• [TASK GOAL]: Find the lines below that include the word "numbered" and report how many there are, with no other text.

━━━━━ RECORDS FOR PROCESSING ━━━━━

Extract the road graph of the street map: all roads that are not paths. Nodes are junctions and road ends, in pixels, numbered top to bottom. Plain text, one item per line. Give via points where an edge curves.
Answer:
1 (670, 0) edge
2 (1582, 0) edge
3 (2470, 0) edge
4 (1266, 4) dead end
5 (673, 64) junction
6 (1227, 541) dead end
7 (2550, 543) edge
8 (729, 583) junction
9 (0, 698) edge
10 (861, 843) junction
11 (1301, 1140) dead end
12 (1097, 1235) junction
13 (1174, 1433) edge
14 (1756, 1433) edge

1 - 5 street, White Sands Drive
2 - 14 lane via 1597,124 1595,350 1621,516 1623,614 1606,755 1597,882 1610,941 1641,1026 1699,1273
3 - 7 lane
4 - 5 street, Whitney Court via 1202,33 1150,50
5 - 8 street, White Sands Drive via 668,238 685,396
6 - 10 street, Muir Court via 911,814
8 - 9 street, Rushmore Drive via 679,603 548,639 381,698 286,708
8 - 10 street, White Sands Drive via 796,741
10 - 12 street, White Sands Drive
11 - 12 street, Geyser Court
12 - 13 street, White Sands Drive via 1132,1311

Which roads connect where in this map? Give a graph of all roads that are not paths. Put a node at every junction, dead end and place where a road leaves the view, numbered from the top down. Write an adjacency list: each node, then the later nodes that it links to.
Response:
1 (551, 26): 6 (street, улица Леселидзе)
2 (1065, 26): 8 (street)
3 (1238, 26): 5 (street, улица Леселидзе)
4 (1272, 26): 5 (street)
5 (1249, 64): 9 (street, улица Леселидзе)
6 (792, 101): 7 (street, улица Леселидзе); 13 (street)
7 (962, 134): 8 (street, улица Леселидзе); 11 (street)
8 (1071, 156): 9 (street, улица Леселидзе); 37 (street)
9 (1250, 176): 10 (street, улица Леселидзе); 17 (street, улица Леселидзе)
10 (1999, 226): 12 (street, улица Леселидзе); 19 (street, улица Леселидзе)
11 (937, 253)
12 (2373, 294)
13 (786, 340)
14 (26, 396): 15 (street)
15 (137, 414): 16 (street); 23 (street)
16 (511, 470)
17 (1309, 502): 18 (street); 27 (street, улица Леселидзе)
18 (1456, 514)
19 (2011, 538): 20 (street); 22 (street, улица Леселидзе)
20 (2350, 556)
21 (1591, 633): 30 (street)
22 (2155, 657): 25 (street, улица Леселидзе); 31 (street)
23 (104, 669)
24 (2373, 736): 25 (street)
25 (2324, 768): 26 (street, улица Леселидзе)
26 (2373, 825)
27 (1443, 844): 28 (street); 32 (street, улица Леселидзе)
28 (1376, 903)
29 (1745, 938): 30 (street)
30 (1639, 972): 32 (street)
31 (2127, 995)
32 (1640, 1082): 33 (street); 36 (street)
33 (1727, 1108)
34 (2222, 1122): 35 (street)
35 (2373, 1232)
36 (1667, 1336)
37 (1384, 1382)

━━━━━

• [PROBLEM SOLUTION]: 2